[Your objective] Only the lines from the beginning of the entries through the one with "0 #78b8ae) drop-shadow(-2px" should be written out, please, exactly and without any pictures.
*** Opening Records provided ***
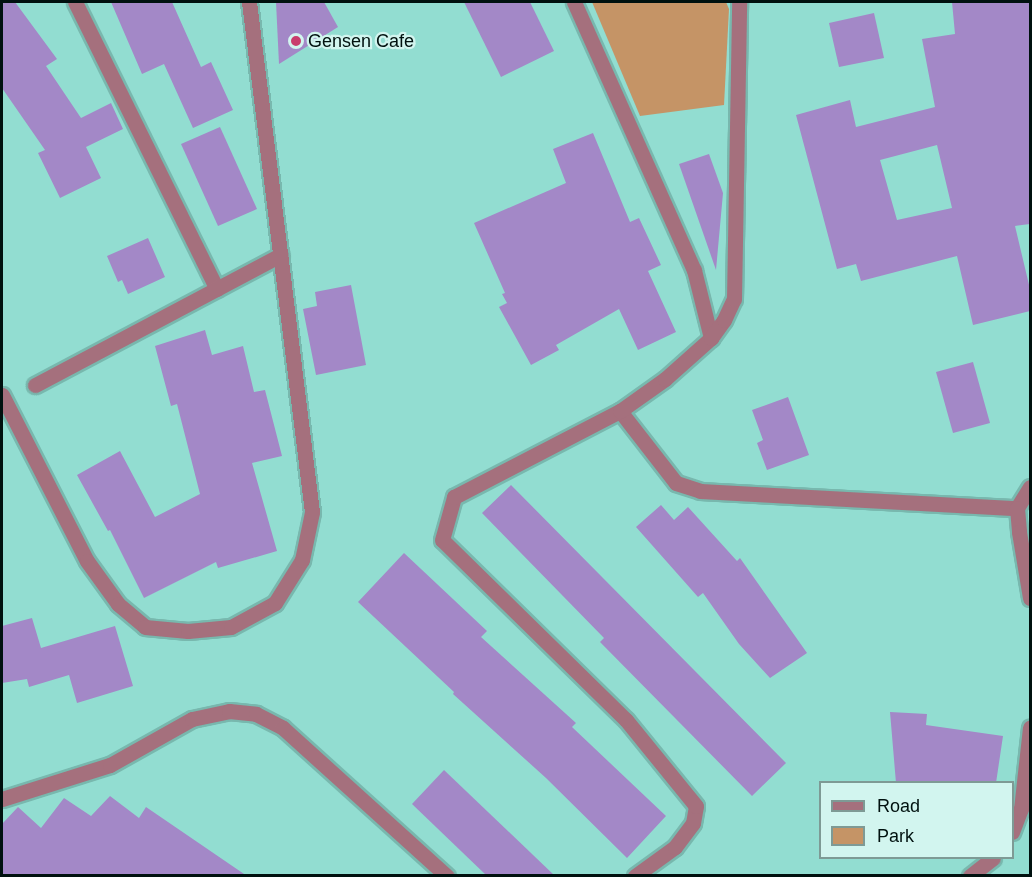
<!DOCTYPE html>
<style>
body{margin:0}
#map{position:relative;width:1032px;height:877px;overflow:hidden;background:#92ddd1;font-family:Arial,sans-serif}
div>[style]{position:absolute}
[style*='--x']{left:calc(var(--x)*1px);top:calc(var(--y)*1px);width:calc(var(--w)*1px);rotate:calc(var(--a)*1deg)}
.green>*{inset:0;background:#c59466}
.building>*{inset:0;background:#a388c7}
.roads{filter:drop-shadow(2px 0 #78b8ae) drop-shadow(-2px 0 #78b8ae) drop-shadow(0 2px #78b8ae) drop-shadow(0 -2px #78b8ae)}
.minor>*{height:15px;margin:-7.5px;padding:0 7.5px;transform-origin:7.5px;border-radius:7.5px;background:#a5707d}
.dots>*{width:16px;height:16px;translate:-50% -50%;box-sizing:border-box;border:3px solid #d2f5ef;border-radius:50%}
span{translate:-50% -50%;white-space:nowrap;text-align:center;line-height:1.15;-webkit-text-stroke:4.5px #d2f5ef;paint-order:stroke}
.poi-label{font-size:18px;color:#00110f}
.left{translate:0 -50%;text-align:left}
.frame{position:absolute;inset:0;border:3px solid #00110f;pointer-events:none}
.legend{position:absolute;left:819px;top:781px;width:195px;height:78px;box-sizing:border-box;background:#d2f5ef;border:2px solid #7e9a95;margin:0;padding:8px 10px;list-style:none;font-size:18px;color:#00110f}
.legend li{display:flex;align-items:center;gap:12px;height:30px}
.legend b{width:30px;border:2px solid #7e9a95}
</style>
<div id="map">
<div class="green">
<i style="clip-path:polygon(592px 2px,726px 2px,729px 9px,724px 105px,640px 116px)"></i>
</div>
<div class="building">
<i style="clip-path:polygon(2px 2px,15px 2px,57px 59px,46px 66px,81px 118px,111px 103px,123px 129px,86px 147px,101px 178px,60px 198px,38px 153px,45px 150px,2px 88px)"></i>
<i style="clip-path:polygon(111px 2px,172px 2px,201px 67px,211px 62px,233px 110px,193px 128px,164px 64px,142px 74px)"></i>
<i style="clip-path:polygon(276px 2px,324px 2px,338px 27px,279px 64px)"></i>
<i style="clip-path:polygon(464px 2px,530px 2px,554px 51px,501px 77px)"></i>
<i style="clip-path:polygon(evenodd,952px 2px,1030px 2px,1030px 224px,1015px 226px,1030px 289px,1030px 311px,973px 325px,957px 256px,861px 281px,856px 264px,837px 269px,796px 115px,850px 100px,856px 127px,935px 107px,922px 39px,955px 34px,952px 2px,937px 145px,952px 208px,897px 220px,880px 160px,937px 145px)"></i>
<i style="clip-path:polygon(874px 13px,884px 58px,839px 67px,829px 23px)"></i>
<i style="clip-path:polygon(220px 127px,257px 209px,218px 226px,181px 144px)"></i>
<i style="clip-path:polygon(593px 133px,630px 222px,639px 218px,661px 265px,648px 271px,676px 332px,638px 350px,619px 309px,556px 345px,559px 350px,531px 365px,499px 307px,507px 303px,502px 294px,505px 293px,474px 223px,566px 183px,553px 149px)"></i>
<i style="clip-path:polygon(709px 154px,723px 193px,716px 270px,679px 164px)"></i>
<i style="clip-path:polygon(148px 238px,165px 277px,128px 294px,122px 280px,118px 282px,107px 256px)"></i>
<i style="clip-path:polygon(351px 285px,366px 365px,316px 375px,303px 309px,317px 306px,315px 292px)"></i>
<i style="clip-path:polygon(205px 330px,212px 355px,243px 346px,254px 392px,265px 390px,282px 456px,252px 463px,277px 551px,218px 568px,216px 562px,144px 598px,110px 530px,108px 531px,77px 475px,120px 451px,155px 517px,200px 494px,177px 404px,171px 406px,155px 346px)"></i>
<i style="clip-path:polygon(973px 362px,990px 423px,953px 433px,936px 372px)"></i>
<i style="clip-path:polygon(788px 397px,809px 455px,767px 470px,757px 443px,763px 440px,752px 410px)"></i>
<i style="clip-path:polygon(511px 485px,786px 763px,752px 796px,600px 642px,604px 638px,482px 513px)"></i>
<i style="clip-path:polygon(661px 505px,674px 520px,688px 507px,737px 561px,740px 558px,807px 653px,770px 678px,739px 644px,703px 593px,698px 597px,636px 527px)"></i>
<i style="clip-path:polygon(404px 553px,487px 631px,481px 637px,576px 723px,572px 727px,666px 816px,627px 858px,546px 778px,453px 694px,454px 692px,358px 602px)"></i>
<i style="clip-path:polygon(32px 618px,41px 648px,115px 626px,133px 686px,77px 703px,69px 675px,29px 687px,27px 679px,2px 683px,2px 626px)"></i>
<i style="clip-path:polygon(890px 712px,927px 714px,926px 725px,1003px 736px,996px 783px,896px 783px)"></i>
<i style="clip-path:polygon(444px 770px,555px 876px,487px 876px,412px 804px)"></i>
<i style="clip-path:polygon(110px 796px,139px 818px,146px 807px,247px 876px,2px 876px,2px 824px,18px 807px,41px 828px,64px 798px,91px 816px)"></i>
</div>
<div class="roads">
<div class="minor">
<i style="--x:75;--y:2;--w:320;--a:63.7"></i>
<i style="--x:574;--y:2;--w:294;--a:65.9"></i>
<i style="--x:694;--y:270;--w:70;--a:76"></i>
<i style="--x:35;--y:385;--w:278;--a:-27.9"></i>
<i style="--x:2;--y:395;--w:186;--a:62.9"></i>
<i style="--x:87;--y:561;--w:53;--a:54.2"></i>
<i style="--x:118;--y:604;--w:35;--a:40"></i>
<i style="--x:145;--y:627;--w:43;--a:5.3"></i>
<i style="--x:188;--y:631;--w:43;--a:-5.3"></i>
<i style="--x:231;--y:627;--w:50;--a:-28.6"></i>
<i style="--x:275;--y:603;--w:51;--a:-57.9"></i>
<i style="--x:302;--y:560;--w:49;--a:-78.2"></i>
<i style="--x:312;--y:512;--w:514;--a:-97.04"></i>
<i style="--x:620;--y:411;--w:91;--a:52.1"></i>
<i style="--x:676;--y:483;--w:25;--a:18"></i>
<i style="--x:700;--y:491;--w:317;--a:3.1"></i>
<i style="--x:1030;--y:487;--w:25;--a:122"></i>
<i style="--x:1017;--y:508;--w:24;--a:85"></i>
<i style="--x:1019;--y:532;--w:67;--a:80.5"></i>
<i style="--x:2;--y:799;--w:113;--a:-17.5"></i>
<i style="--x:110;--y:765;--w:94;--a:-29.3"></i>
<i style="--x:192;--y:719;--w:38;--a:-12"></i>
<i style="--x:229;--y:711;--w:27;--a:6"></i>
<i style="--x:256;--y:714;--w:30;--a:27"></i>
<i style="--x:283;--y:728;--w:221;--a:42.1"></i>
<i style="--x:1012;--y:832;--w:25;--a:-69"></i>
<i style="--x:1021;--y:809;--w:82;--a:-83.7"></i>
<i style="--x:635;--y:876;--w:49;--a:-35.9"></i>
<i style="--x:675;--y:847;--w:30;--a:-53"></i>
<i style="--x:693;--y:823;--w:17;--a:-80"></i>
<i style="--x:696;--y:806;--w:111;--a:-129.1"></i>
<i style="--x:626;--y:720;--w:257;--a:-135.6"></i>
<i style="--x:442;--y:540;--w:45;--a:-74.4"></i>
<i style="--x:454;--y:497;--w:187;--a:-27.4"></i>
<i style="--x:620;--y:411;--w:55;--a:-35.4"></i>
<i style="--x:665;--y:379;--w:62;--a:-41.7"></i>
<i style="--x:711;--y:338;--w:22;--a:-54"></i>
<i style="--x:724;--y:320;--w:23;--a:-65"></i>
<i style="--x:734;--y:299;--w:297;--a:-89"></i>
<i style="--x:970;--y:876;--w:29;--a:-38"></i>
</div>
</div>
<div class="dots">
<i style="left:296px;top:41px;background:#c93d6d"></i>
</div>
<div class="poi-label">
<span class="left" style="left:308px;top:41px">Gensen Cafe</span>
</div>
<div class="frame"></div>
<ul class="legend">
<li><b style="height:8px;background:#a5707d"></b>Road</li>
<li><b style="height:16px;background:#c59466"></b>Park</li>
</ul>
</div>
*** Closing Records provided ***
[Answer space]
<!DOCTYPE html>
<style>
body{margin:0}
#map{position:relative;width:1032px;height:877px;overflow:hidden;background:#92ddd1;font-family:Arial,sans-serif}
div>[style]{position:absolute}
[style*='--x']{left:calc(var(--x)*1px);top:calc(var(--y)*1px);width:calc(var(--w)*1px);rotate:calc(var(--a)*1deg)}
.green>*{inset:0;background:#c59466}
.building>*{inset:0;background:#a388c7}
.roads{filter:drop-shadow(2px 0 #78b8ae) drop-shadow(-2px 0 #78b8ae) drop-shadow(0 2px #78b8ae) drop-shadow(0 -2px #78b8ae)}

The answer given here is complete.